Scan the listing for the word "roads" and give the number of lines where it appears, with no other text.
[Start of section]
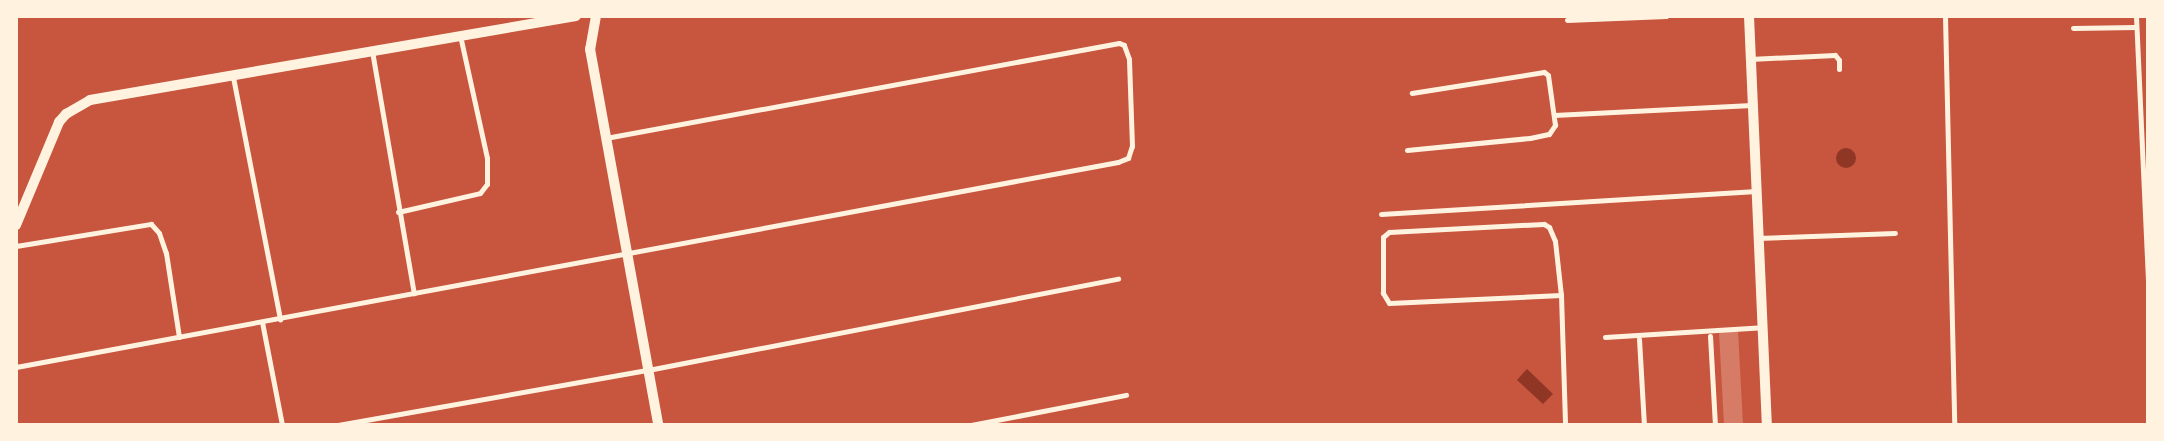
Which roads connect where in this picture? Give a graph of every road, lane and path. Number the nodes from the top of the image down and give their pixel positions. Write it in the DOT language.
graph roads {
  1 [pos="576,16"];
  2 [pos="596,16"];
  3 [pos="1666,16"];
  4 [pos="1749,16"];
  5 [pos="1945,16"];
  6 [pos="2136,16"];
  7 [pos="1567,20"];
  8 [pos="2136,27"];
  9 [pos="2073,28"];
  10 [pos="460,34"];
  11 [pos="372,51"];
  12 [pos="1750,59"];
  13 [pos="1839,69"];
  14 [pos="233,77"];
  15 [pos="1412,93"];
  16 [pos="1752,105"];
  17 [pos="1554,115"];
  18 [pos="606,138"];
  19 [pos="1407,150"];
  20 [pos="1756,191"];
  21 [pos="398,212"];
  22 [pos="1381,214"];
  23 [pos="16,225"];
  24 [pos="1895,233"];
  25 [pos="1756,238"];
  26 [pos="16,246"];
  27 [pos="627,254"];
  28 [pos="1118,280"];
  29 [pos="2148,284"];
  30 [pos="414,293"];
  31 [pos="1561,295"];
  32 [pos="280,318"];
  33 [pos="262,322"];
  34 [pos="1762,327"];
  35 [pos="1710,336"];
  36 [pos="179,337"];
  37 [pos="1606,337"];
  38 [pos="1640,339"];
  39 [pos="16,367"];
  40 [pos="648,370"];
  41 [pos="1126,395"];
  42 [pos="282,425"];
  43 [pos="338,425"];
  44 [pos="658,425"];
  45 [pos="971,425"];
  46 [pos="1566,425"];
  47 [pos="1644,425"];
  48 [pos="1715,425"];
  49 [pos="1767,425"];
  50 [pos="1954,425"];
  1 -- 10 [label="main road"];
  2 -- 18 [label="main road"];
  3 -- 7 [label="street"];
  4 -- 12 [label="main road"];
  5 -- 50 [label="street"];
  6 -- 8 [label="street"];
  8 -- 9 [label="street"];
  8 -- 29 [label="street"];
  10 -- 11 [label="main road"];
  10 -- 21 [label="street"];
  11 -- 14 [label="main road"];
  11 -- 21 [label="street"];
  12 -- 13 [label="street"];
  12 -- 16 [label="main road"];
  14 -- 23 [label="main road"];
  14 -- 32 [label="street"];
  15 -- 17 [label="street"];
  16 -- 17 [label="street"];
  16 -- 20 [label="main road"];
  17 -- 19 [label="street"];
  18 -- 27 [label="main road"];
  18 -- 27 [label="street"];
  20 -- 22 [label="street"];
  20 -- 25 [label="main road"];
  21 -- 30 [label="street"];
  24 -- 25 [label="street"];
  25 -- 34 [label="main road"];
  26 -- 36 [label="street"];
  27 -- 30 [label="street"];
  27 -- 40 [label="main road"];
  28 -- 40 [label="street"];
  30 -- 32 [label="street"];
  31 -- 31 [label="street"];
  31 -- 46 [label="street"];
  32 -- 33 [label="street"];
  33 -- 36 [label="street"];
  33 -- 42 [label="street"];
  34 -- 37 [label="street"];
  34 -- 49 [label="main road"];
  35 -- 48 [label="street"];
  36 -- 39 [label="street"];
  38 -- 47 [label="street"];
  40 -- 43 [label="street"];
  40 -- 44 [label="main road"];
  41 -- 45 [label="street"];
}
[End of section]
> **Answer to this task**
2